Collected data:

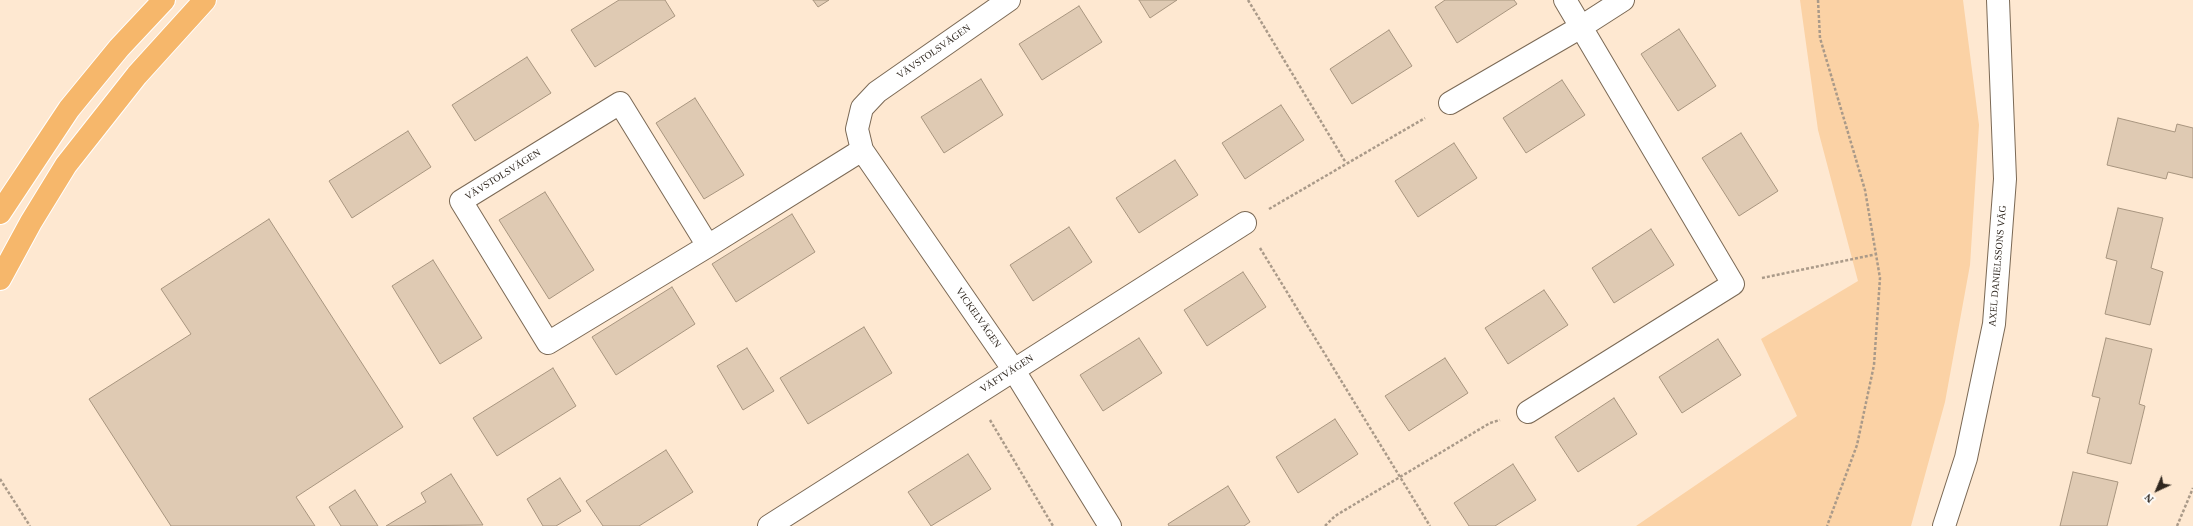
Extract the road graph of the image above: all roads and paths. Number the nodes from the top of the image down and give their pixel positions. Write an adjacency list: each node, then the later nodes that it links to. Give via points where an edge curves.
1 (164, 0): 14 (highway, via 119,48 69,109)
2 (205, 0): 18 (highway, via 137,75 66,165)
3 (1009, 0): 11 (street, VÄVSTOLSVÄGEN, via 877,92)
4 (1248, 0): 13 (path)
5 (1565, 0): 9 (street)
6 (1622, 0): 9 (street)
7 (1818, 0): 17 (path, via 1820,38 1866,190)
8 (1998, 0): 33 (street, AXEL DANIELSSONS VÄG, via 2005,179 1994,324 1966,458)
9 (1581, 27): 10 (street); 19 (street)
10 (1450, 103): 13 (path)
11 (862, 108): 12 (street, VICKELVÄGEN, via 857,129)
12 (862, 150): 16 (street, VÄVSTOLSVÄGEN); 20 (street, VICKELVÄGEN)
13 (1346, 163): 15 (path)
14 (0, 213)
15 (1245, 223): 20 (street, VÄFTVÄGEN); 23 (path)
16 (708, 246): 16 (street, VÄVSTOLSVÄGEN, via 548,343 461,201 620,103)
17 (1877, 254): 19 (path); 32 (path, via 1880,278 1874,365 1857,445)
18 (0, 279)
19 (1732, 284): 22 (street)
20 (1014, 369): 21 (street, VÄFTVÄGEN); 29 (street, VICKELVÄGEN)
21 (975, 394): 27 (street, VÄFTVÄGEN); 28 (path)
22 (1528, 412): 23 (path, via 1490,423)
23 (1400, 477): 30 (path, via 1335,516); 31 (path)
24 (0, 479): 26 (path)
25 (2193, 488): 34 (path)
26 (30, 526)
27 (769, 526)
28 (1052, 526)
29 (1110, 526)
30 (1325, 526)
31 (1430, 526)
32 (1827, 526)
33 (1944, 526)
34 (2177, 526)

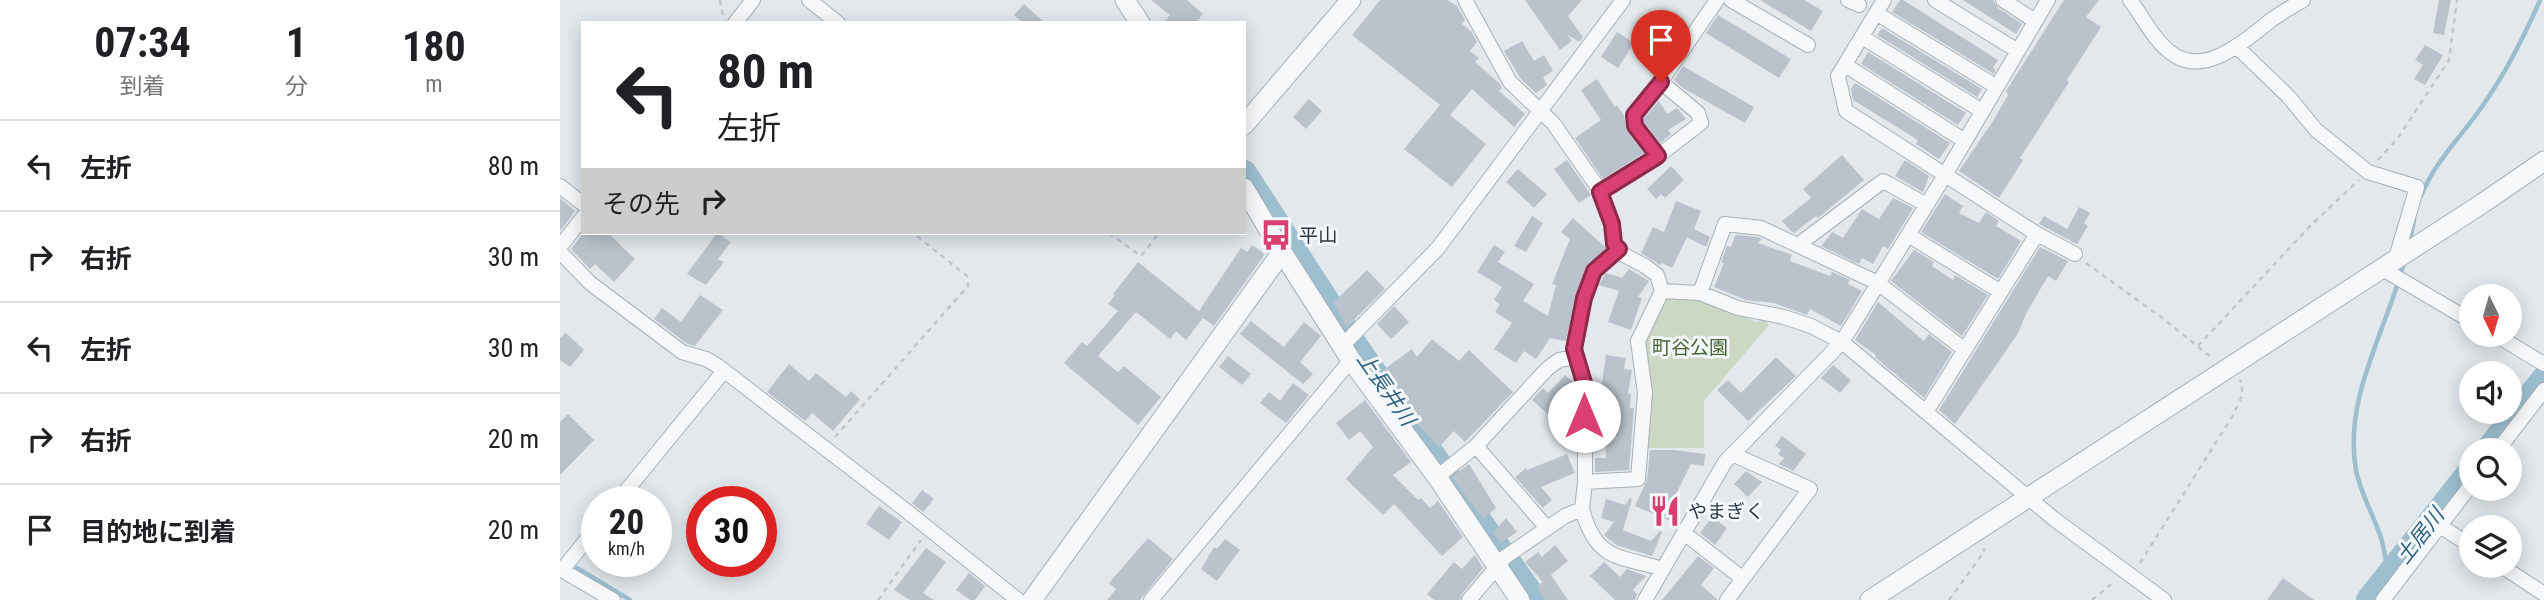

> TASK STATEMENT
Copy out all the lines of the records that include "highway".

> YOUR RESPONSE
1 (164, 0): 14 (highway, via 119,48 69,109)
2 (205, 0): 18 (highway, via 137,75 66,165)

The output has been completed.